3. Change in Control. The Company agrees that if there is a Change in Control (other than a Change in Control which has been approved by a majority of the Company’s Board of Directors, who were directors immediately prior to such Change in Control) then Independent Legal Counsel shall be selected by Indemnitee and approved by the Company (which approval shall not be unreasonably withheld) and such Independent Legal Counsel shall determine whether Indemnitee is entitled to indemnity payments and Expense Advances under this Agreement or any other agreement or the Articles or Bylaws of the Company, now or hereafter in effect relating to claims for Indemnifiable Events. Such Independent Legal Counsel, among other things, shall render its written opinion to the Company, and Indemnitee as to whether and to what extent Indemnitee will be permitted to be indemnified. The Company agrees to pay the reasonable fees of the Independent Legal Counsel and to indemnify fully such Independent Legal Counsel against any and all expenses (including attorneys’ fees), claims, liabilities and damages arising out of or relating to this Agreement or the engagement of Independent Legal Counsel pursuant hereto.
4
4. Establishment of Trust. In the event of a Potential Change in Control, the Company shall, upon written request by Indemnitee, create a trust for the benefit of Indemnitee and from time to time upon written request of Indemnitee shall fund such trust in an amount sufficient to satisfy any and all expenses reasonably anticipated at the time of each such request to be incurred in connection with investigating, preparing for and defending any claim relating to an Indemnifable Event, and any and all judgments, fines, penalties and settlement amounts of any and all claims relating to an Indemnifiable Event from time to time actually paid or claimed, reasonably anticipated or proposed to be paid. The amount or amounts to be deposited in the trust pursuant to the foregoing funding obligation shall be determined by the Reviewing Party in any case in which the Independent Legal Counsel referred to above is involved. The terms of the trust shall provide that, upon a Change in Control, (i) the trust shall not be revoked or the principal thereof invaded, without the written consent of Indemnitee, (ii) the trustee shall advance, within ten (10) business days of a request by Indemnitee, any and all expenses to Indemnitee (and Indemnitee hereby agrees to reimburse the trust under the circumstances under which Indemnitee would be required to reimburse the Company under Section 2(b) of this Agreement), (iii) the trust shall continue to be funded by the Company, in accordance with the funding obligation set forth above, (iv) the trustee shall promptly pay to Indemnitee all amounts for which Indemnitee shall be entitled to indemnification pursuant to this Agreement or otherwise, and (v) all unexpected funds in such trust shall revert to the Company, upon a final determination by the Reviewing Party or a court of competent jurisdiction, as the case may be, that Indemnitee has been fully indemnified under the terms of this Agreement. The trustee shall be chosen by Indemnitee. Nothing in this Section 4 shall relieve the Company of any of its obligations under this Agreement. All income earned on the assets held in the trust shall be reported as income by the Company for federal, state and foreign tax purposes.

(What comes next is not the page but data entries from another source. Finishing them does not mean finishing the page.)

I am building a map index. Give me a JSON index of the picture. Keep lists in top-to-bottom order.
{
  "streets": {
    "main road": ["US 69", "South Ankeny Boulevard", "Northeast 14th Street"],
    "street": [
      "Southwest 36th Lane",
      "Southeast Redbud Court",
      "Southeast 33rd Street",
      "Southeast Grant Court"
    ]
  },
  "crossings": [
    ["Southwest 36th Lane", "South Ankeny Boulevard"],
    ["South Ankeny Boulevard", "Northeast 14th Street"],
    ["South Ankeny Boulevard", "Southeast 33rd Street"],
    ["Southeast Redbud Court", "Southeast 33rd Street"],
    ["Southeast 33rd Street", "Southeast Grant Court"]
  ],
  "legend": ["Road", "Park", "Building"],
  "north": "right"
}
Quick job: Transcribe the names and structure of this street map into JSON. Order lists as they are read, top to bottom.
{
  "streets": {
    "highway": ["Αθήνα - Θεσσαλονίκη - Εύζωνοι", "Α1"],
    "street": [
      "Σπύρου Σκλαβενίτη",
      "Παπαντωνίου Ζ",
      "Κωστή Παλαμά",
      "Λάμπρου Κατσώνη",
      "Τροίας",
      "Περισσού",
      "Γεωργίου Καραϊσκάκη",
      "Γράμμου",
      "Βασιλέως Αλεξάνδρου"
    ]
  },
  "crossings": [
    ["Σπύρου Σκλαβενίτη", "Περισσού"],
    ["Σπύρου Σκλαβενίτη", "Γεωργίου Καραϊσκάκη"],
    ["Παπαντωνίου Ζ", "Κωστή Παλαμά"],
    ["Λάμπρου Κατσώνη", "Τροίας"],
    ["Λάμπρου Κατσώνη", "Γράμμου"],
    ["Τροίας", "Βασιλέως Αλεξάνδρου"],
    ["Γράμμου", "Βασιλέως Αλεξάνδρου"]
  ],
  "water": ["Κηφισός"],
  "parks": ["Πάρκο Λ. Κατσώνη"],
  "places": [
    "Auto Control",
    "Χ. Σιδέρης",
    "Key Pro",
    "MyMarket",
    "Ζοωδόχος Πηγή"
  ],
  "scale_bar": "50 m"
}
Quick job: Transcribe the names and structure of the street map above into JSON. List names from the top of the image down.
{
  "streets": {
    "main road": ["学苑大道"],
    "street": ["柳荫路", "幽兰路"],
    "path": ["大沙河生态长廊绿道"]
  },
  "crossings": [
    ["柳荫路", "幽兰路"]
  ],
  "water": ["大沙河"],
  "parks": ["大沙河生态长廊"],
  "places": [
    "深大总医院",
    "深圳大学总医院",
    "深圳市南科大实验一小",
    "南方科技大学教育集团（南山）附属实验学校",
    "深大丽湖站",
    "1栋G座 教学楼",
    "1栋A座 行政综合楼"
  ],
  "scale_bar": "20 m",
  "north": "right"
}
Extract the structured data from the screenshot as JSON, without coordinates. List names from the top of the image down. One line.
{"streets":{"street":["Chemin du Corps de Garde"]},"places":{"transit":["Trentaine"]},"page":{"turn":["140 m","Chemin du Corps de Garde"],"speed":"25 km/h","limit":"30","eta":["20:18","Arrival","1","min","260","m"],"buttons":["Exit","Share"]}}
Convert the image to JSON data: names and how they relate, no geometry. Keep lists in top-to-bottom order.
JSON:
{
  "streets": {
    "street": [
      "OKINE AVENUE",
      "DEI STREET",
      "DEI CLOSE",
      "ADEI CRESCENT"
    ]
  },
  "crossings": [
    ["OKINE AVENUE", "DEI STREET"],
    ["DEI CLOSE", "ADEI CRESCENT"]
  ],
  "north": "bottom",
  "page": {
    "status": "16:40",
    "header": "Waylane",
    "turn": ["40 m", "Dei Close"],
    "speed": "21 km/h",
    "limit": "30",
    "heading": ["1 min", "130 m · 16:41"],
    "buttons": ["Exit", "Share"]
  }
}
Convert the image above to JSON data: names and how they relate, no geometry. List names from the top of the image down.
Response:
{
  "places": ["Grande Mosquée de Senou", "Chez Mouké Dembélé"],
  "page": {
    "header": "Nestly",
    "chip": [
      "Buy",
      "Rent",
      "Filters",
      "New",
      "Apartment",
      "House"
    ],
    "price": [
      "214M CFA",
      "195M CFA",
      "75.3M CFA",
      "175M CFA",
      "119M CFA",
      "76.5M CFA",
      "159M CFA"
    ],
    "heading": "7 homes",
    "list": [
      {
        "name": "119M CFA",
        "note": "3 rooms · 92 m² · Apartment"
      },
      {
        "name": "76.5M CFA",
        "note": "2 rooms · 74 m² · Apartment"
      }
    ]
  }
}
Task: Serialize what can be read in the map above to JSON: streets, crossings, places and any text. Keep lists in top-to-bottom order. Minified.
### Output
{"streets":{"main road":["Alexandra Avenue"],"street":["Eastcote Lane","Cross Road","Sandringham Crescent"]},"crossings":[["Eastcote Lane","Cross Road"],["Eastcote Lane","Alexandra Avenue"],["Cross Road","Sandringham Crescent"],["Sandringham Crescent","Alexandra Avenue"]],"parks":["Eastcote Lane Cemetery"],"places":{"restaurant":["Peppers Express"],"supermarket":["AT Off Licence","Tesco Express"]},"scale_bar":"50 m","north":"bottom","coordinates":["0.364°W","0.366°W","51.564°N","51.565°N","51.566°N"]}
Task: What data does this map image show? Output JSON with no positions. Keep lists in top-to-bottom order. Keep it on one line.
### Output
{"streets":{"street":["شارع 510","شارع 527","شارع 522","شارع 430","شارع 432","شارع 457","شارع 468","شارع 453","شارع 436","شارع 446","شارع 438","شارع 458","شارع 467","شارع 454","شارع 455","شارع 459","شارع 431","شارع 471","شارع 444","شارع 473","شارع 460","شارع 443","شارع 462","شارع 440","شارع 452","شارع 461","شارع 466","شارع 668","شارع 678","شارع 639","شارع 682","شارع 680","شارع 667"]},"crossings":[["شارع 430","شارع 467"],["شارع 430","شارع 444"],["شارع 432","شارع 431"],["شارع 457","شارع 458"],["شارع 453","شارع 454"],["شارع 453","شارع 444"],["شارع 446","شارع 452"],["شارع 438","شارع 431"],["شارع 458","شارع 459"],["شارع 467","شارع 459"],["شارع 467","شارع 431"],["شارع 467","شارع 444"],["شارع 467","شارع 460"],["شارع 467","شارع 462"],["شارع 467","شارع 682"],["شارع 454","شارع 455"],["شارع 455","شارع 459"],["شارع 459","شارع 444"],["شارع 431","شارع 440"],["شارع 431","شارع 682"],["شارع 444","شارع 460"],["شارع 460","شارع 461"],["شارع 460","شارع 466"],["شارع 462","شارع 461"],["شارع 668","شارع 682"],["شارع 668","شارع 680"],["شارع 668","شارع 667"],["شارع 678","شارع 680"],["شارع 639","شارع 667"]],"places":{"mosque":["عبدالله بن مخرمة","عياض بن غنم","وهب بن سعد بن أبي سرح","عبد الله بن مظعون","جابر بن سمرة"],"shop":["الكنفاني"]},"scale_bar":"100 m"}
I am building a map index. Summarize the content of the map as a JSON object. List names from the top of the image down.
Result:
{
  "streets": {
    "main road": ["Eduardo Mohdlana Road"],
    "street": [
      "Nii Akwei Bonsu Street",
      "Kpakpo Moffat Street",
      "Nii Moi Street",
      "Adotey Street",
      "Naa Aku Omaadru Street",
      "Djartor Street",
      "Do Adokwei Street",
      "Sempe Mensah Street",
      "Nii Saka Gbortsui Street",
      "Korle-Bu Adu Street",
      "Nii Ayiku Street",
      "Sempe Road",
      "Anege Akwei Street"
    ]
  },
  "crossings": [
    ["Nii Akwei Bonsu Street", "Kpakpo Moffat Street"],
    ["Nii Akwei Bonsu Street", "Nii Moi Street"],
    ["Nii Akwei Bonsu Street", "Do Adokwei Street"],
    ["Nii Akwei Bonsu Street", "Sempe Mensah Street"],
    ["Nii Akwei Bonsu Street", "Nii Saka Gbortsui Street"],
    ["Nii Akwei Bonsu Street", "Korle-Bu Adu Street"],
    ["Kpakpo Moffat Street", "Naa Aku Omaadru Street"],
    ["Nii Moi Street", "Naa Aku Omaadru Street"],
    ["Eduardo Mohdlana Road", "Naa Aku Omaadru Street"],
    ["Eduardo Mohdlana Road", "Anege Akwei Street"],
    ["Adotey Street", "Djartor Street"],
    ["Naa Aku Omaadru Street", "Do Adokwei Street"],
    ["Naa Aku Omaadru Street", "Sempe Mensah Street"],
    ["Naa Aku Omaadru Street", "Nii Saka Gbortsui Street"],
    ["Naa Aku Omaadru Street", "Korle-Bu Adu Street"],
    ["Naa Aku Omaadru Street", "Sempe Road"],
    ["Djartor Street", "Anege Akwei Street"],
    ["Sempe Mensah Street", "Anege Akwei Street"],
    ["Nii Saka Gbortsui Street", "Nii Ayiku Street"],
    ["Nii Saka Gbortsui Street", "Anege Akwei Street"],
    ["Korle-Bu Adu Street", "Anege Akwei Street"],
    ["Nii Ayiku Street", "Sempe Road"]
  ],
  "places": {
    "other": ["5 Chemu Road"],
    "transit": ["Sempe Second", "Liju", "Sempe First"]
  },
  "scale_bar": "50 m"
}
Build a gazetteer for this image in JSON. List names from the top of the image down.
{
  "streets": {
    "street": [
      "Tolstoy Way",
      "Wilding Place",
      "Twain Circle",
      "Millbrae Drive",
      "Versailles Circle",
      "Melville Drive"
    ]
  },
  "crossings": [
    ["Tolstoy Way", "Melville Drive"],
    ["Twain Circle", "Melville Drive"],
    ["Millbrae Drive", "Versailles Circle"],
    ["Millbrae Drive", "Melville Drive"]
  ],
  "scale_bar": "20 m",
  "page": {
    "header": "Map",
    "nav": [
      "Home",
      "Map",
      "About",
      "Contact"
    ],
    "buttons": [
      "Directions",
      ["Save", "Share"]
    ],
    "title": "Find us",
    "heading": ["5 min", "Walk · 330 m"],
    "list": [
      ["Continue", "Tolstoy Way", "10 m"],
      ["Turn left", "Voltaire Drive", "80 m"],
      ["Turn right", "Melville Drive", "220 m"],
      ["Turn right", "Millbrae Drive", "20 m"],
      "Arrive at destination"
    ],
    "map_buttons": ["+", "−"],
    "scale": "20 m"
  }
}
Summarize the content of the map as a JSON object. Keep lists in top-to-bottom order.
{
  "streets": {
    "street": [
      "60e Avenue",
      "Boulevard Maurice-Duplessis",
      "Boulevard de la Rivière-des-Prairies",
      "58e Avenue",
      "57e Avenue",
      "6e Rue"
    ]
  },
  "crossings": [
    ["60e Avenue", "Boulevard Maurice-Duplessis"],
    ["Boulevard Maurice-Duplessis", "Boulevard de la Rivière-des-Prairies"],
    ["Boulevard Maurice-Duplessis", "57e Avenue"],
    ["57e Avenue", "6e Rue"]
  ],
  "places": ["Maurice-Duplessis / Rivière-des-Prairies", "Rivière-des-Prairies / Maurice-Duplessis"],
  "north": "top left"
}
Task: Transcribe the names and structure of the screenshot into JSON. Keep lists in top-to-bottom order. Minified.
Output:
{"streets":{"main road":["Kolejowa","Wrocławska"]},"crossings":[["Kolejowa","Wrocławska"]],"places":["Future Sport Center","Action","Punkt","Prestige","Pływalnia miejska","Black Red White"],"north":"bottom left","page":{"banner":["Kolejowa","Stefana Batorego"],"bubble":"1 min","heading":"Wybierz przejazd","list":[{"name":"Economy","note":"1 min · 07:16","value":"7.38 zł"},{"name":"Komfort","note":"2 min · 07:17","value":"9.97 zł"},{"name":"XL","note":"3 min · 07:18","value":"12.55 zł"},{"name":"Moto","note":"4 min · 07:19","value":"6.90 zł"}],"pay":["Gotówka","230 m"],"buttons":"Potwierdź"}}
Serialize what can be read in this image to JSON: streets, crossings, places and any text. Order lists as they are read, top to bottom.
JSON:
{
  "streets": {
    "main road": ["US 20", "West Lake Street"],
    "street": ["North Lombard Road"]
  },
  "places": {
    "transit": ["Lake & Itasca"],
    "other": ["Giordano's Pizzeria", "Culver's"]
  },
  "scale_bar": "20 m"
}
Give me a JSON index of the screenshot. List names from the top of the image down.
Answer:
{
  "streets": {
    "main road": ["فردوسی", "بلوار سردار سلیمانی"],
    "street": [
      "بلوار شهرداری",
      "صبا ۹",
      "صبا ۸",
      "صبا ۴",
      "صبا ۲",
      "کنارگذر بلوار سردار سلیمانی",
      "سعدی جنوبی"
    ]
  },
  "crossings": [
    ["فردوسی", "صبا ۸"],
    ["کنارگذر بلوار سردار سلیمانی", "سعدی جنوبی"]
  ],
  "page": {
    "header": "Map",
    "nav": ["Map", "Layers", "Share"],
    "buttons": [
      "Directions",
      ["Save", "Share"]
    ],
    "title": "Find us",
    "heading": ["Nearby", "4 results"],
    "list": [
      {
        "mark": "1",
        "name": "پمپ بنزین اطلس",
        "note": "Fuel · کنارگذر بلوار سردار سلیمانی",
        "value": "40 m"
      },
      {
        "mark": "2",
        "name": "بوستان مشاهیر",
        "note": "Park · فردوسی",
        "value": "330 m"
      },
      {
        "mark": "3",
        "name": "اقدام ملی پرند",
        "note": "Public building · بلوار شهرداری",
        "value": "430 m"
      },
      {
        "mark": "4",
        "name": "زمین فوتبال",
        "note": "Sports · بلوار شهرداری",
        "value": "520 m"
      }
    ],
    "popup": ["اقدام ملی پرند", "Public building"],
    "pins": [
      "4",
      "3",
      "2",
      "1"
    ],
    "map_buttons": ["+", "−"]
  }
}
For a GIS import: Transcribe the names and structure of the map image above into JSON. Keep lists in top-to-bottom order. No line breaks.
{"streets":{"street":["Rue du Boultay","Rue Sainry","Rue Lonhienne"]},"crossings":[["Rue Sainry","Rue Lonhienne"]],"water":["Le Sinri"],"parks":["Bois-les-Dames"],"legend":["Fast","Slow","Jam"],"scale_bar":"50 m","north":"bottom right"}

5. Indemnification for Additional Expenses. The Company shall indemnify Indemnitee against any and all expenses (including attorneys’ fees) and, if requested by Indemnitee, shall (within ten (10) business days of such request) advance to Indemnitee such expenses that are incurred by Indemnitee in connection with any claim asserted against or in connection with any action brought by Indemnitee for (i) indemnification or advance payment of expenses by the Company under this Agreement or any other agreement or Articles or Bylaws of the Company now or hereafter in effect relating to claims for Indemnifiable Event and/or (ii) recovery under any directors’ and officers’ liability insurance policies maintained by the Company or the Bank regardless of whether Indemnitee ultimately is determined to be entitled to such indemnification, advance expense payment or insurance recovery, as the case may be.
6. Partial Indemnity, Etc. If Indemnitee is entitled under any provisions of this Agreement to indemnification by the Company or the Bank for some or a portion of the liabilities and expenses, but not, however, for all of the total amount thereof, the Company shall nevertheless indemnify Indemnitee for the portion thereof to which Indemnitee is entitled. Moreover, notwithstanding any other provision of this agreement, to the extent that Indemnitee has been successful on the merits or otherwise in defense of any or all Proceedings relating in whole or in part to an Indemnifiable Event or in defense of any issue or matter therein, including dismissal without prejudice, Indemnitee shall be indemnified against all expenses incurred in connection therewith.
5
7. Defense to Indemnification, Burden of Proof and Presumptions. It shall be a defense to any action brought by Indemnitee against the Company to enforce this Agreement (other than an action brought to enforce a claim for expenses incurred in defending a Proceeding in advance of its final disposition where the required undertaking has been tendered to the Company) that Indemnitee has not met the standards of conduct that make it permissible under the Maryland General Corporation Law for the Company to indemnify Indemnitee for the amount claimed. In connection with any determination by the Reviewing Party or otherwise as to whether Indemnitee is entitled to be indemnified hereunder, the burden of proof shall be on the Company to establish Indemnitee is so entitled. Neither the failure of the Company (including its Board of Directors, Independent Legal Counsel or stockholders) to have made a determination prior to the commencement of such action by Indemnitee that indemnification of the claimant is proper under the circumstances because he or she has met the applicable standard of conduct set forth in the Maryland General Corporation Law, nor an actual determination by the Company (including its Board of Directors, Independent Legal Counsel, stockholders or stockholders) that Indemnitee has not met such applicable standard of conduct, shall be a defense to the action or create a presumption that Indemnitee has not met the applicable standard of conduct. For purposes of this Agreement, the termination of any claim, action, suit or proceeding, by judgment, order, settlement (whether with or without court approval) or conviction, or upon a plea of nolo contendere, the entry of any order of probation before judgment or their equivalent, shall not create a presumption that Indemnitee did not meet any particular standard of conduct or have any particular belief or that a court has determined that indemnification is not permitted by applicable law.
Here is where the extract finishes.